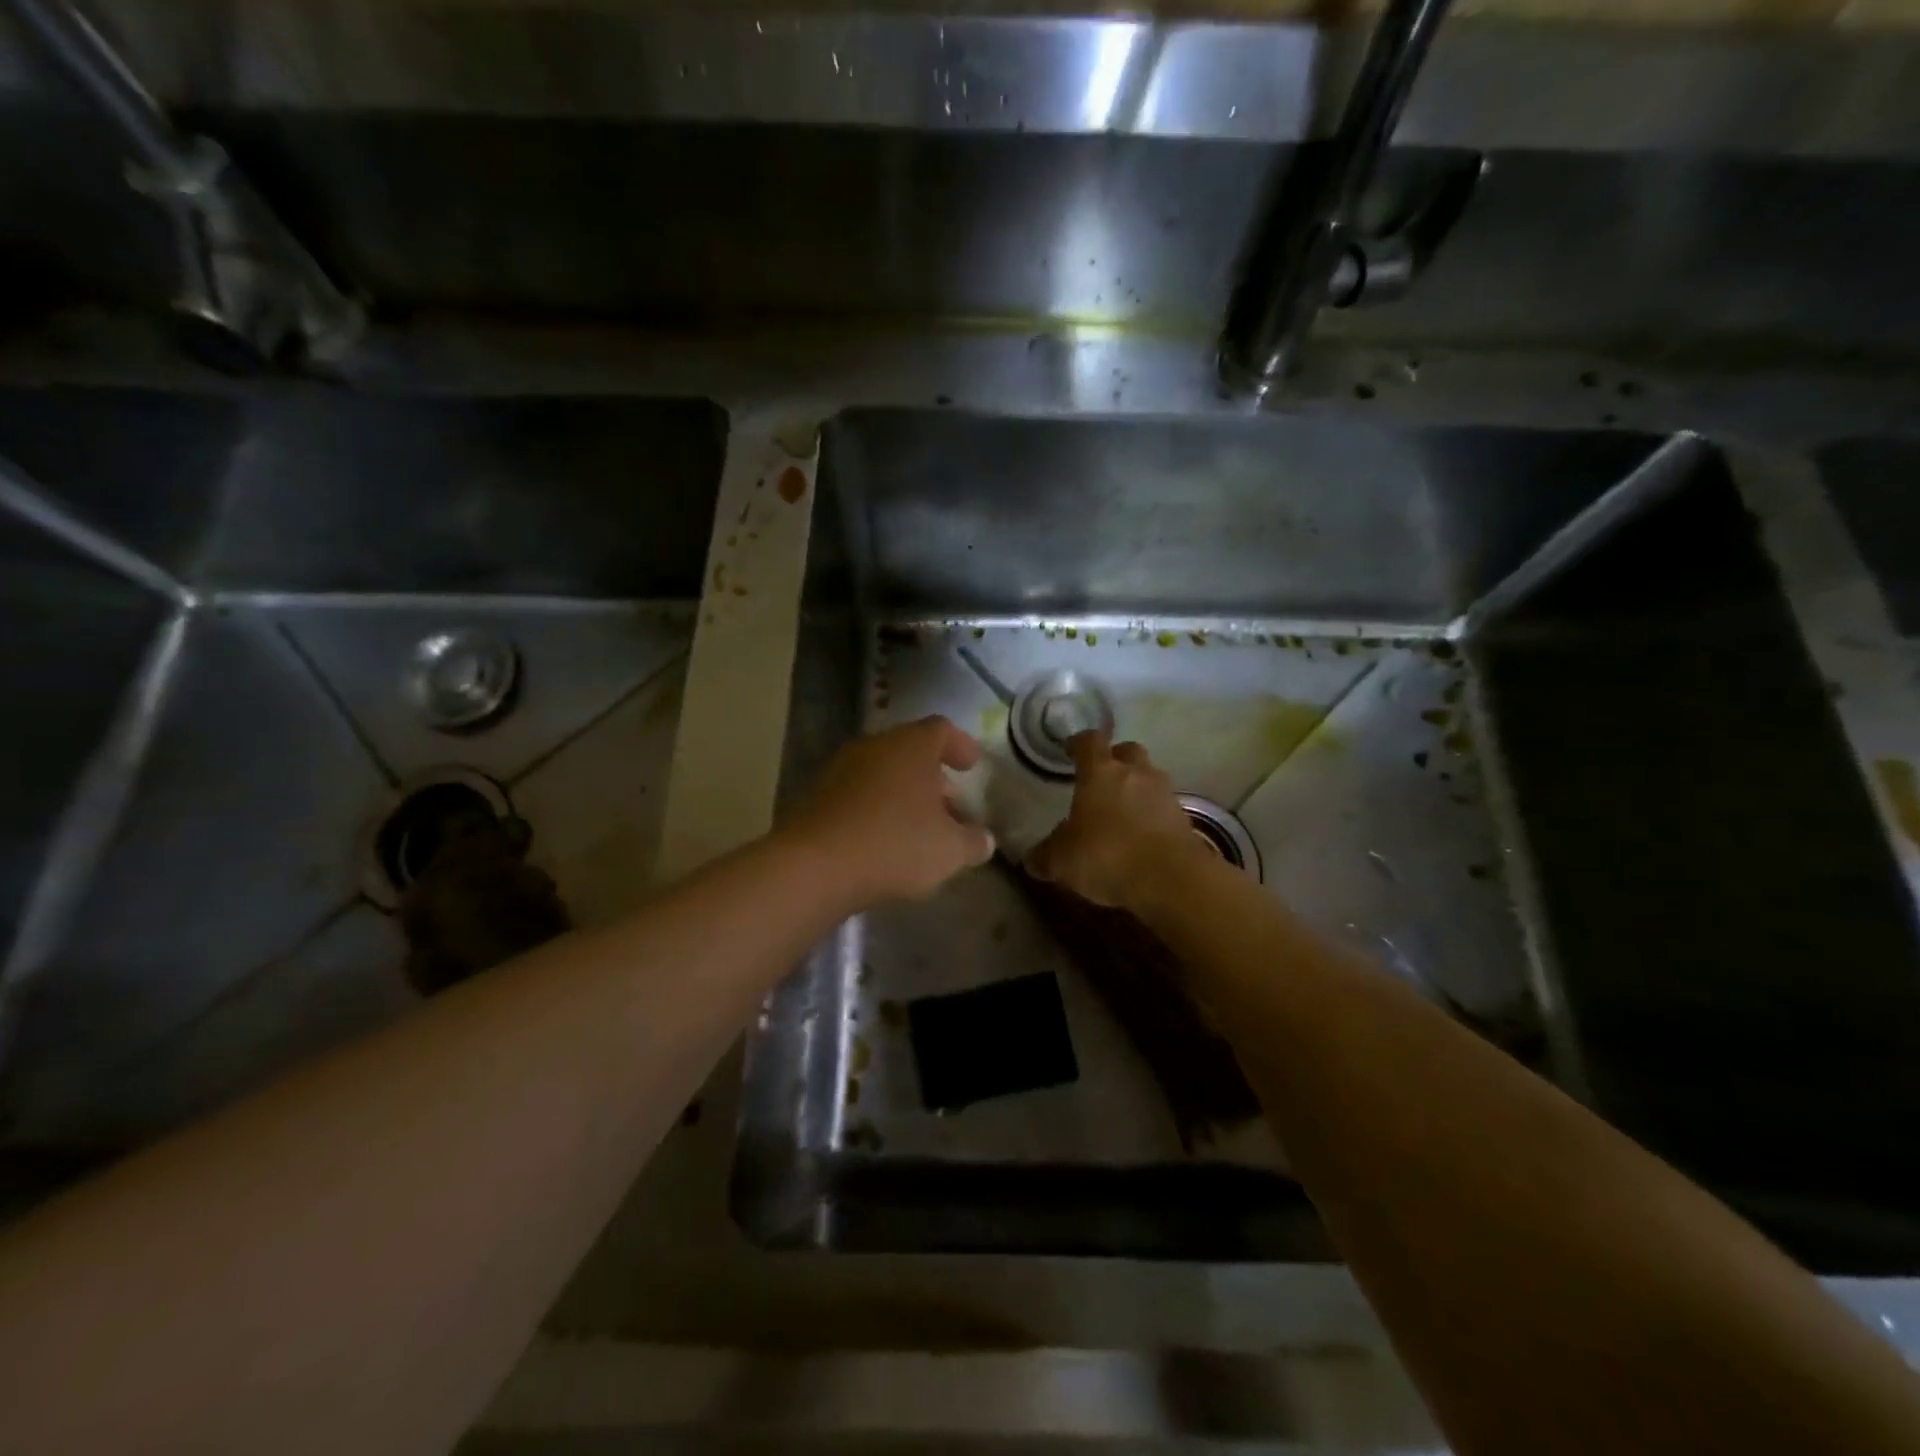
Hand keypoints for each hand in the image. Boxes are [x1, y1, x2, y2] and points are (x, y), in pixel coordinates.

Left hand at [788, 716, 995, 905]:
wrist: (814, 866)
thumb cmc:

### Requirement
Please set down the whole listing above exactly and skip every picture.

### Solution to this problem
Hand keypoints for each hand in the image. Boxes are [x1, y1, x2, y2] and points are (x, y), in pixel coordinates.

Left hand at [788, 716, 995, 905]:
wrist: (814, 866)
thumb cmc:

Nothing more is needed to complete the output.